Freie Presse Chemnitz, 28.01.2005
Bröckelnde Front: Bei der Selbstversorgung sieht auch Politik Reformbedarf
Leitartikel von Hubert Kemper
Norbert Blüms Rente ist sicher. 9100 Euro erhält er monatlich. Für eine ähnlich hohe Ruhegeld aus der gesetzlichen Rentenkasse müsste 173 Jahre der Höchstbetrag eingezahlt werden. 162 Jahre sind es, um die 8900 Euro von Sozialpolitiker Horst Seehofer zu erreichen. Matthias Bernfinger, Staatssekretär im Agrarministerium, hat nach vier Amtsjahren bereits einen Ruhegeldanspruch von 4000 Euro erreicht. Er ist 33 Jahre alt.
Man braucht nicht die 442 Jahre zu bemühen, die ein deutscher Durchschnittsverdiener arbeiten müsste, um den Pensionsanspruch von 11.600 Euro zu erreichen, den Finanzminister Hans Eichel aus verschiedenen Ämtern erworben hat. Die Altersversorgung unserer Abgeordneten und Minister ist das Ergebnis einer trickreichen Selbstbedienung. In ihrer Schamlosigkeit gleicht sie vermeintliche Defizite bei den Diäten aus. Sie soll das Risiko vor dem Verlust von Amt oder Mandat abfedern, fördert aber die Unflexibilität. Je länger ein Abgeordneter durchhält, umso höher sein Rentenanspruch. Dieser Verlockung widerstehen auch Jungpolitiker nicht. Abgeschliffen im internen Postengerangel gilt für sie die Karrierefolge Kreißsaal, Hörsaal, Plenarsaal.
Am Beharrungsvermögen und sicheren Instinkt für die Vergänglichkeit medienträchtiger Themen sind bisher Reformen des Versorgungswerks gescheitert. Nun bröckelt die Abwehrfront. Wer angesichts leerer Staats- und Rentenkassen Verzicht und Veränderungsbereitschaft fordert, sollte mit eigenem Beispiel vorangehen. Hinweise auf üppige Versorgungsleistungen von Sparkassen-Vorständen oder Spitzenbeamte beim öffentlich-rechtlichen Rundfunk bringen Politiker nicht aus der Verantwortung. Es geht um ihre Glaubwürdigkeit und den Rest an Zuversicht auf eine Belebung der Szene durch frische, unverbrauchte Kräfte.
Auch in Sachsen hat die Diskussion unverhofften Schwung erhalten. Die CDU nimmt den Druck der Konkurrenz auf. So weit wie in Düsseldorf will sie sich nicht bewegen. Dort sollen die Abgeordneten mit einer kräftigen Aufstockung der Diäten für den Wegfall aller Pauschalen entschädigt werden und die Selbstverantwortung für ihre Altersversorgung übernehmen. Für eine solch einschneidende, aber klare Lösung fehlt hierzulande noch der Mut. In kleinen Schritten soll der Rentenanspruch abgesenkt werden - damit der gute Wille erkennbar wird, ohne dass es dem Einzelnen weh tut.

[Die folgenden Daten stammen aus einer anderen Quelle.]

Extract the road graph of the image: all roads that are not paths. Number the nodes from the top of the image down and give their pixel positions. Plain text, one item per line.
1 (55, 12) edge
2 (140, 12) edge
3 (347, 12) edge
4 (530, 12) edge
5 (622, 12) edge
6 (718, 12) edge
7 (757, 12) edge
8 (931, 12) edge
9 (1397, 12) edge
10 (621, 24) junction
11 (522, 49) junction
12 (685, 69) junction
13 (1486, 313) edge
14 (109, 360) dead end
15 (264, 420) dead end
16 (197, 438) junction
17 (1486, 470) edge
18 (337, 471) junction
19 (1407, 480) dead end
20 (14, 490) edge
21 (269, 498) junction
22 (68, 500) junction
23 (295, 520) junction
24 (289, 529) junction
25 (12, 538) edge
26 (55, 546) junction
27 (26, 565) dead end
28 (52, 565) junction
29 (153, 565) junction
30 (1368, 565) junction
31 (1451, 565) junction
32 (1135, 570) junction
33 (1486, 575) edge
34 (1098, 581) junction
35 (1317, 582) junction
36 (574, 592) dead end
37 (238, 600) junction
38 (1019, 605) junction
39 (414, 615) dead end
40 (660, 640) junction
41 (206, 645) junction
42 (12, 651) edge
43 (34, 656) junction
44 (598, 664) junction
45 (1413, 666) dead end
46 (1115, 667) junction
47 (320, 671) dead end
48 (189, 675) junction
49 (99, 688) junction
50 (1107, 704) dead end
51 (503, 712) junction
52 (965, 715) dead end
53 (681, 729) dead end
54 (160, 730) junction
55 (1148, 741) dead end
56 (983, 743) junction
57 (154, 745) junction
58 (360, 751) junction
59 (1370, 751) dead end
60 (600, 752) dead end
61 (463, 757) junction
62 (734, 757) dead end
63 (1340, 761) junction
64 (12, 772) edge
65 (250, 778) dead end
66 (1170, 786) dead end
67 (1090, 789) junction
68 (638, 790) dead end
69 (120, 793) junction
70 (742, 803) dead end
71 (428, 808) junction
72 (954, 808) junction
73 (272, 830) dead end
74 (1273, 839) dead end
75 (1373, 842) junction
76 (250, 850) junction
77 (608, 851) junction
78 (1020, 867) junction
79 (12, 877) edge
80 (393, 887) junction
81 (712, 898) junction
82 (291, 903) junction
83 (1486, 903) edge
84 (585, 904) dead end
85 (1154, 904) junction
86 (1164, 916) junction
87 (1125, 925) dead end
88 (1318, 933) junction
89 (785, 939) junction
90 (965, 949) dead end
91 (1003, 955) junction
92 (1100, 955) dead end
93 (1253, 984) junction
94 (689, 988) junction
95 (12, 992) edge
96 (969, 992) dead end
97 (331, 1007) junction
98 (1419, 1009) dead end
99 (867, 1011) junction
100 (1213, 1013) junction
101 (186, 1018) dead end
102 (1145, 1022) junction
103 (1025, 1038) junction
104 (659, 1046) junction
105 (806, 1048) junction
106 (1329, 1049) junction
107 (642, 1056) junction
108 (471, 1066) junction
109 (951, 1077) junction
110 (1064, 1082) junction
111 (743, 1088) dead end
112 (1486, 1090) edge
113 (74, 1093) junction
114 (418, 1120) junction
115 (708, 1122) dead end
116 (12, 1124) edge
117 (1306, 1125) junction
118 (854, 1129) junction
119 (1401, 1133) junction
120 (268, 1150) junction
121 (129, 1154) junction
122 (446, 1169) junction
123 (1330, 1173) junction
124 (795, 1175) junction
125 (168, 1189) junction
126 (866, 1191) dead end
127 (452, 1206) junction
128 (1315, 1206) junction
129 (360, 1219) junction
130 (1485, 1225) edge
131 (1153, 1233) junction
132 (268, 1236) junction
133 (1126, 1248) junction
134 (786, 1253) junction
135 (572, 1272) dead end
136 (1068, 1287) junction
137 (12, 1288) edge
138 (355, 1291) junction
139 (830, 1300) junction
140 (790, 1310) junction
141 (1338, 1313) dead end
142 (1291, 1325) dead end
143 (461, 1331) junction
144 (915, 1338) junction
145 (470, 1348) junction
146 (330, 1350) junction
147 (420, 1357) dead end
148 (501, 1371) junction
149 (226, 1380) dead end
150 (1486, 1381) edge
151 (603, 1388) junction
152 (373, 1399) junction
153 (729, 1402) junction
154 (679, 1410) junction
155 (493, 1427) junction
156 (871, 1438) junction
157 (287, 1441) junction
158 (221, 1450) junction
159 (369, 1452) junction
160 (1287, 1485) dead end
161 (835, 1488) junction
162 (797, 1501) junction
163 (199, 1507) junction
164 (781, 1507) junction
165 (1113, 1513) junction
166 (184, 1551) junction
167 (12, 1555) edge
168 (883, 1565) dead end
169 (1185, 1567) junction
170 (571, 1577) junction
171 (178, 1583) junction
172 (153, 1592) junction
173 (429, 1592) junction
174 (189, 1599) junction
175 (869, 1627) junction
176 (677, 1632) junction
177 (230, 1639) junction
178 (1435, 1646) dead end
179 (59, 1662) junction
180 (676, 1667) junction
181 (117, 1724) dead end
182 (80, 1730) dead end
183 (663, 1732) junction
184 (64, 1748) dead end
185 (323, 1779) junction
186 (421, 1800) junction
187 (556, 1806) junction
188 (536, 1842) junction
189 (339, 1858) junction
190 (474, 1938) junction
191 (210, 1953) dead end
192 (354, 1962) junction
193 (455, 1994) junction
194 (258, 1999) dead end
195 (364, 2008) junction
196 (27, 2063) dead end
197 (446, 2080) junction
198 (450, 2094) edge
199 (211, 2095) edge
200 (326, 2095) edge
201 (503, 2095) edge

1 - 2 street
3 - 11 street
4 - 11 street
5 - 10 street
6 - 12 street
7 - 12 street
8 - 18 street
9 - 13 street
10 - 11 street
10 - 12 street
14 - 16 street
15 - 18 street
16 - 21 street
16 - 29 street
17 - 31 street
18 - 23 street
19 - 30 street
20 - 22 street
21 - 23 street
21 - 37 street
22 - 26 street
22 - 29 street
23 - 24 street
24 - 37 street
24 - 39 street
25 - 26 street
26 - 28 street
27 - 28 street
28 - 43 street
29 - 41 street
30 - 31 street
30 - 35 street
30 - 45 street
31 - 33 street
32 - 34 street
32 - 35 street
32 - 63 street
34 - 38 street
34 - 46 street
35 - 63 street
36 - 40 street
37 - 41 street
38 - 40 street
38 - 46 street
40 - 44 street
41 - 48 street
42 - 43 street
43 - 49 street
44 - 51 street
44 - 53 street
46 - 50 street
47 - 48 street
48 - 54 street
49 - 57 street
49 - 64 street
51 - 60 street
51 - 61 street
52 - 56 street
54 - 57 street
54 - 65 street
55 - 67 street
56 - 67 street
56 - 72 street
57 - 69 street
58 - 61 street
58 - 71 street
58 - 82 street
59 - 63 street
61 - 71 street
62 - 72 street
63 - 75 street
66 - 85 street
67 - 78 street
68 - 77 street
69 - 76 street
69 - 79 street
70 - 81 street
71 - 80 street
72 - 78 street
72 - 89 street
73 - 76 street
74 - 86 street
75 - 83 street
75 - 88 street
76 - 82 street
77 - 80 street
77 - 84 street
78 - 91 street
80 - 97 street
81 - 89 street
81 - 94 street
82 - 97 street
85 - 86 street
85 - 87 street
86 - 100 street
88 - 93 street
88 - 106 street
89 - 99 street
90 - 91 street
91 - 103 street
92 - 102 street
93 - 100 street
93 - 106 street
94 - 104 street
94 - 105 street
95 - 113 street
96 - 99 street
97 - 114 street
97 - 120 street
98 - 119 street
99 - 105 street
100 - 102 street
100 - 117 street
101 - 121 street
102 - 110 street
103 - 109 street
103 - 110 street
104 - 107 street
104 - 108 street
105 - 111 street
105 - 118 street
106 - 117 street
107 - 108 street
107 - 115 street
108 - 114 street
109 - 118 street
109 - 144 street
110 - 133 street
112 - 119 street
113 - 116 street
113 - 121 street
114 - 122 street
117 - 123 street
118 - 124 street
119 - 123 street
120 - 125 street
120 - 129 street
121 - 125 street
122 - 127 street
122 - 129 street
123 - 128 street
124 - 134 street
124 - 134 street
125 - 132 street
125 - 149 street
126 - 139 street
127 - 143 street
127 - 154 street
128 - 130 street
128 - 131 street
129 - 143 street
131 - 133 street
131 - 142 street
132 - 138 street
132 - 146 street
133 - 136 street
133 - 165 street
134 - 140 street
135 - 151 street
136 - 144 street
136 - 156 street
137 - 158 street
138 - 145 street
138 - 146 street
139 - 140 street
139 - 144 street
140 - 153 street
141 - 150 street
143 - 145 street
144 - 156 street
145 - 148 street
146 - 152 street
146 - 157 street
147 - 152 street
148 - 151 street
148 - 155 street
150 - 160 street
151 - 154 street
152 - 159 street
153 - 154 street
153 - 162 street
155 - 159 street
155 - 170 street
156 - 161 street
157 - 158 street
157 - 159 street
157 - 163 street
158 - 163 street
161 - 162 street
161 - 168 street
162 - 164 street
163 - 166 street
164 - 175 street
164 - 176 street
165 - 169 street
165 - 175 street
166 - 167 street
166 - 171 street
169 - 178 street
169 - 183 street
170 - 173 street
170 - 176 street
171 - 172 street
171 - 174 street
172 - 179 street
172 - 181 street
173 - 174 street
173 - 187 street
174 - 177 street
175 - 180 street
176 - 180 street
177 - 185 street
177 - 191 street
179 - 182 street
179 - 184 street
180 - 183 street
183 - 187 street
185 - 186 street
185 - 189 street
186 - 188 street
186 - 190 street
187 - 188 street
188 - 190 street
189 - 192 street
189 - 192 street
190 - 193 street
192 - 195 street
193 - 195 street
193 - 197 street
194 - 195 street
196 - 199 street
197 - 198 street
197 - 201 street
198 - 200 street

Demokratie kostet Geld. Den Gegenwert erbringen Regierung und Parlament nicht aus der Sicherheit einer grotesken Überversorgung, sondern aus dem Prinzip von Leistung und Risiko - so wie im richtigen Leben. Unsere Volksvertreter plus Minister sollten ein Topgehalt beziehen. Wie sie damit für ihr Alter vorsorgen, ist ihre Sache. Damit hätten sie ein Reizthema aus den Schlagzeilen befördert. Aussitzen können sie den Fall nicht mehr. Auch in der Politik . bleibt nichts so, wie es einmal war.